O pesadelo eleitoral de 22

Carlos U Pozzobon

Se não me engano, foi Tavares Bastos que no século XIX disse que a política brasileira as vezes se parece com uma galeria de estátuas mutiladas. O que se viu este ano não tem precedentes na história da República. A começar com um candidato muito seguro da vitória pela exposição na mídia, com um histórico de cabriolas insultantes tanto a Lula como a Bolsonaro. Me refiro a Marco Antonio Villa, o professor de história mais próximo do surto verborrágico outrora tão valorizado nas tribunas. No passado, se elegeria senador. No presente, não foi eleito. Cito Villa porque percebi que o eleitorado rejeitou todos os candidatos com algum verniz intelectual. E não só na oposição: no Bolsonarismo também. Roberto Motta, engenheiro de formação e especializado em segurança pública, defensor de Bolsonaro no Rio, não se elegeu também. Estava deslocado da métrica obtusa que coleta votos.

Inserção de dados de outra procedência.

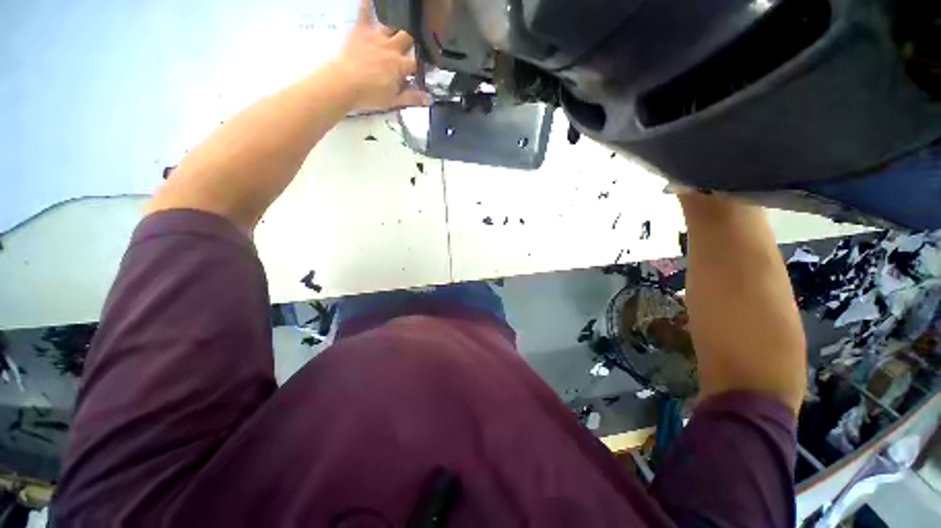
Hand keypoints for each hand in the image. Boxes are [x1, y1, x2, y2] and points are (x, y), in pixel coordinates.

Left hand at [332, 0, 429, 110]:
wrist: (344, 83)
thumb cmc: (370, 95)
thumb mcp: (394, 101)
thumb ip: (412, 98)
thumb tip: (428, 99)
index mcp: (401, 65)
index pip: (416, 63)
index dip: (419, 66)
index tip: (418, 70)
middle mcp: (391, 47)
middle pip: (407, 37)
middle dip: (410, 42)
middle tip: (408, 47)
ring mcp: (376, 36)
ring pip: (391, 24)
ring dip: (394, 26)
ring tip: (395, 29)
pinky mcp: (360, 30)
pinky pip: (364, 12)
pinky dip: (367, 5)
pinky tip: (370, 1)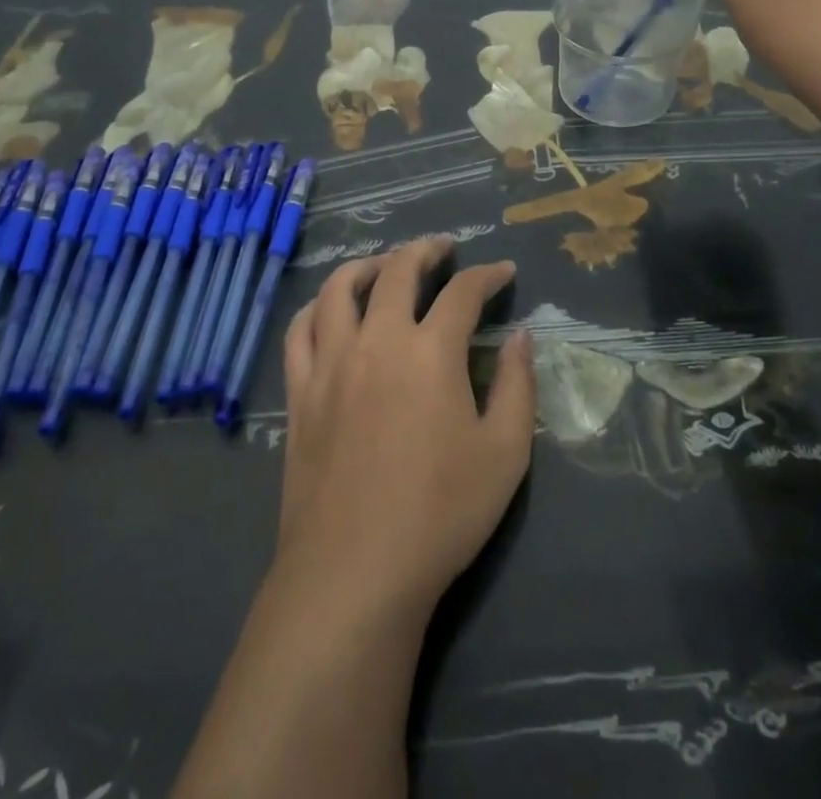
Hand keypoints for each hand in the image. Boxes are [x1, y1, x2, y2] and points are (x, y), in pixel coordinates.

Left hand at [274, 239, 536, 617]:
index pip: (463, 293)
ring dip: (367, 265)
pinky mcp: (300, 392)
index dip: (487, 275)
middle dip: (426, 251)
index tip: (503, 272)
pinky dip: (317, 306)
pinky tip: (330, 309)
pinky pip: (300, 330)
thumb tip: (520, 337)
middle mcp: (378, 340)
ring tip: (385, 266)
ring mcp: (331, 363)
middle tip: (443, 249)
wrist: (355, 571)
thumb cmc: (441, 513)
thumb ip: (517, 385)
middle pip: (398, 271)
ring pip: (340, 288)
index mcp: (431, 351)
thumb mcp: (505, 453)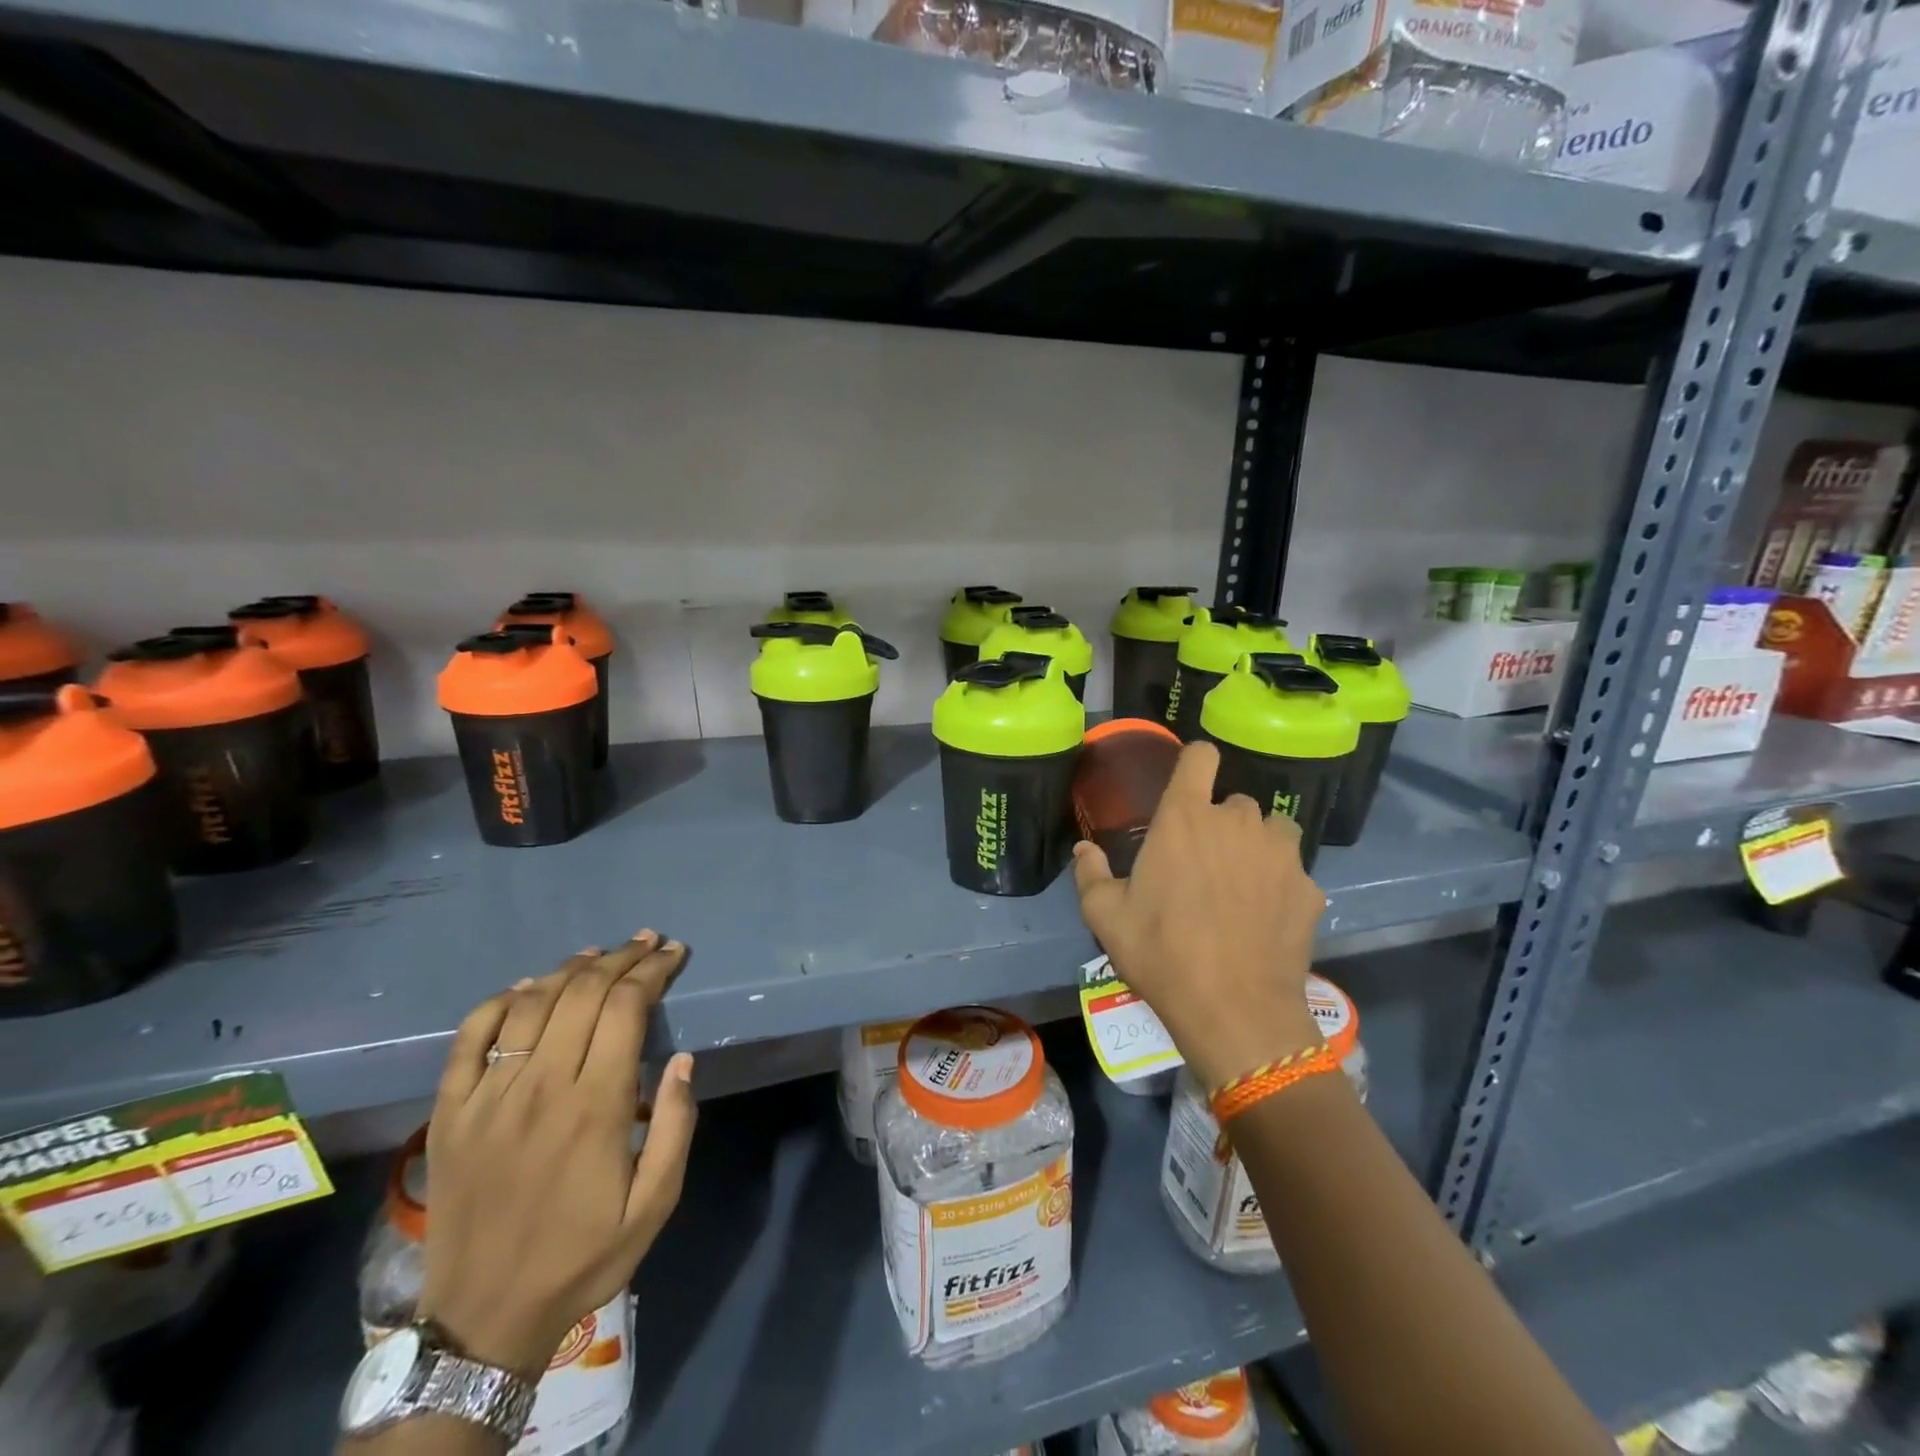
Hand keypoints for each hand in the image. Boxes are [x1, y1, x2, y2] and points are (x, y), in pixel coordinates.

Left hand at [418, 932, 695, 1378]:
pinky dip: (499, 1000)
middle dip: (622, 957)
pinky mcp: (450, 1111)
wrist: (484, 1318)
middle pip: (583, 993)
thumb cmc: (583, 1256)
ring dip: (570, 968)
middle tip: (648, 942)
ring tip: (599, 953)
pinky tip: (527, 987)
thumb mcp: (656, 1203)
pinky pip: (470, 1037)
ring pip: (532, 1003)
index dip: (653, 971)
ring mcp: (489, 1096)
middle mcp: (542, 1087)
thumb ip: (678, 1126)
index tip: (674, 954)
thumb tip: (683, 1059)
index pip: (627, 1008)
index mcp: (596, 1106)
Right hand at [1073, 741, 1324, 1090]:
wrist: (1234, 1009)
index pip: (1201, 756)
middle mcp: (1237, 822)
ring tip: (1242, 882)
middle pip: (1234, 800)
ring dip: (1257, 844)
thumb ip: (1090, 873)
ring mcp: (1281, 853)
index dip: (1196, 762)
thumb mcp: (1105, 916)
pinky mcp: (1309, 888)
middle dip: (1220, 822)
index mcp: (1185, 818)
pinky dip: (1280, 885)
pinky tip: (1266, 919)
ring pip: (1272, 829)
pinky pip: (1293, 871)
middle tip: (1204, 862)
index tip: (1189, 784)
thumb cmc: (1161, 952)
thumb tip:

José Serra, ex-tudo, não conseguiu o mandato downgrade de deputado federal. O PSDB percorreu a sina do suicídio político a partir de 2014, especialmente com a chegada de Dória, que dando uma rasteira em Andrea Matarazzo, o candidato natural a prefeito em 2016, deixou-o tão humilhado pela falta de apoio da direção do partido que caiu fora amargurado. Dória teve uma ascensão meteórica e acabou sendo traído pela ambição desmedida. Jogou fora a reeleição certa em Sampa, mobilizou o baixo clero do Partido, conquistou a vaga de presidenciável e, por fim, foi traído pela conspiração da gerontocracia que mais uma vez se curvou ao PT, e saiu de cena de mansinho, deixando o PSDB na irrelevância de seu reboquismo. Joyce Hasselman, rompida com o bolsonarismo, migrou para o PSDB mal sabendo que estava entrando em uma casa arrombada: foi descartada.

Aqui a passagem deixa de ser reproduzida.